On June 4, 2019 6:01:26 PM Doug Anderson <dianders@xxxxxxxxxxxx> wrote:


On Mon, Jun 3, 2019 at 8:20 PM Wright Feng <Wright.Feng@xxxxxxxxxxx> wrote:

On 2019/5/29 äå 12:11, Arend Van Spriel wrote:
> On May 28, 2019 6:09:21 PM Arend Van Spriel
> <arend.vanspriel@xxxxxxxxxxxx> wrote:
>> On May 28, 2019 5:52:10 PM Doug Anderson <dianders@xxxxxxxxxxxx> wrote:
>>> Hi,
>>> On Tue, May 28, 2019 at 5:18 AM Kalle Valo <kvalo@xxxxxxxxxxxxxx> wrote:
>>>> Douglas Anderson <dianders@xxxxxxxxxxxx> wrote:
>>>> > In commit 29f6589140a1 ("brcmfmac: disable command decode in
>>>> > sdio_aos") we disabled something called "command decode in sdio_aos"
>>>> > for a whole bunch of Broadcom SDIO WiFi parts.
>>>> >
>>>> > After that patch landed I find that my kernel log on
>>>> > rk3288-veyron-minnie and rk3288-veyron-speedy is filled with:
>>>> > brcmfmac: brcmf_sdio_bus_sleep: error while changing bus sleep
>>>> state -110
>>>> >
>>>> > This seems to happen every time the Broadcom WiFi transitions out of
>>>> > sleep mode.

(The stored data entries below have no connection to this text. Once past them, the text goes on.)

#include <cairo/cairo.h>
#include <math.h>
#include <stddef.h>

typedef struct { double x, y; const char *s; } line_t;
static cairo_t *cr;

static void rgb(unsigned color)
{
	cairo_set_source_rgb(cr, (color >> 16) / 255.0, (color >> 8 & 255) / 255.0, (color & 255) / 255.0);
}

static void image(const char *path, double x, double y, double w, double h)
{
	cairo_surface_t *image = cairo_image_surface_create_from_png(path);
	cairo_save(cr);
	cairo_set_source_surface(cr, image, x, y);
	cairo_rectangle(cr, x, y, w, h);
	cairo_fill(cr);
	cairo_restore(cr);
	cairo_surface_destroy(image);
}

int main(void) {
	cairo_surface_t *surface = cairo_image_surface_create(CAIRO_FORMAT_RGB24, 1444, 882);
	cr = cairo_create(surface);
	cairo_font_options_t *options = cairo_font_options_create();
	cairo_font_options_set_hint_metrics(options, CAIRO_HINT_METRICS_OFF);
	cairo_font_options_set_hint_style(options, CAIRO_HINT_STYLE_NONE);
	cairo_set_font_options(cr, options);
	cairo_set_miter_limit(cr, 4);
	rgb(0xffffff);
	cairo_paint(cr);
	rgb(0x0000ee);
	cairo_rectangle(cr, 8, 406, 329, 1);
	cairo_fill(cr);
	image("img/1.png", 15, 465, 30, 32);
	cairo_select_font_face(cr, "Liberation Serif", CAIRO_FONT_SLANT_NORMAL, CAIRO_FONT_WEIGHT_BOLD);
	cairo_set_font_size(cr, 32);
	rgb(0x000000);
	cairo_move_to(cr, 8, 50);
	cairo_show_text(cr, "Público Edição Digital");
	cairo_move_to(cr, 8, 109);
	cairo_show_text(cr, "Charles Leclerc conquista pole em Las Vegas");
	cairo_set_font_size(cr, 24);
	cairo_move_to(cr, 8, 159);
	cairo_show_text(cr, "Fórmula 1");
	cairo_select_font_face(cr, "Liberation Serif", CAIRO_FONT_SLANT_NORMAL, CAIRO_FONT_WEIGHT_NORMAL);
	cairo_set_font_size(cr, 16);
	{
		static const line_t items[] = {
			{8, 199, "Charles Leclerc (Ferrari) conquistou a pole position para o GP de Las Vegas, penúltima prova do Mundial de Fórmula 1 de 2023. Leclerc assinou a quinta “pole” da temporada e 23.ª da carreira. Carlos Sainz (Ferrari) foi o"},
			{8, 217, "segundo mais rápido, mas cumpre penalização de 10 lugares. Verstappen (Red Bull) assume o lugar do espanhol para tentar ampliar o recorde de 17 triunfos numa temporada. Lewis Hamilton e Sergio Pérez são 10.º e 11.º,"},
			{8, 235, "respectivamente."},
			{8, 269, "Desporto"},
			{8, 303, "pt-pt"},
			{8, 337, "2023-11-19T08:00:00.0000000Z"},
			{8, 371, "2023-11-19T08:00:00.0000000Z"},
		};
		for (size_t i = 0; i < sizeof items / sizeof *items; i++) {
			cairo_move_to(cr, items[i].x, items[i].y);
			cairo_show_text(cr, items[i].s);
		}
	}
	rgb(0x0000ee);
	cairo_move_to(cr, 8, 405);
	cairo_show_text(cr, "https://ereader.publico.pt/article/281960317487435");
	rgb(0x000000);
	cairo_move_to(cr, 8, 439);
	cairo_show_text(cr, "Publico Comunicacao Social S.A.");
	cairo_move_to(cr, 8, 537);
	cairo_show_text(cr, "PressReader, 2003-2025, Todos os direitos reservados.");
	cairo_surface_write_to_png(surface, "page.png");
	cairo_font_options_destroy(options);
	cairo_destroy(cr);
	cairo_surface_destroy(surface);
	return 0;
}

Reverting the part of the commit that affects the
>>>> WiFi on
>>>> > my boards fixes the problem for me, so that's what this patch does.
>>>> >
>>>> > Note that, in general, the justification in the original commit
>>>> seemed
>>>> > a little weak. It looked like someone was testing on a SD card
>>>> > controller that would sometimes die if there were CRC errors on the
>>>> > bus. This used to happen back in early days of dw_mmc (the
>>>> controller
>>>> > on my boards), but we fixed it. Disabling a feature on all boards
>>>> > just because one SD card controller is broken seems bad.
>>>> > instead of just this patch possibly the right thing to do is to fully
>>>> > revert the original commit.
>>>> >
Since the commit 29f6589140a1 ("brcmfmac: disable command decode in
sdio_aos") causes the regression on other SD card controller, it is
better to revert it as you mentioned.
Actually, without the commit, we hit MMC timeout(-110) and hanged
instead of CRC error in our test.

Any chance I can convince you to provide some official tags like
Reviewed-by or Tested-by on the revert?

Would you please share the analysis of
dw_mmc issue which you fixed? We'd like to compare whether we got the
same issue.

I'm not sure there's any single magic commit I can point to. When I
started working on dw_mmc it was terrible at handling error cases and
would often crash / hang / stop all future communication upon certain
classes or efforts. There were dozens of problems we've had to fix
over the years. These problems showed up when we started supporting
HS200 / UHS since the tuning phase really stress the error handling of
the host controller.

I searched and by the time we were supporting Broadcom SDIO cards the
error handling was already pretty good. ...but if we hadn't already
made the error handling more robust for UHS tuning then we would have
definitely hit these types of problems. The only problem I remember
having to solve in dw_mmc that was unique to Broadcom was commit
0bdbd0e88cf6 ("mmc: dw_mmc: Don't start commands while busy"). Any
chance that could be what you're hitting?

That is indeed an issue I recall resulting in -110 errors.

What host controller are you having problems with?

Knowing that will be a good start.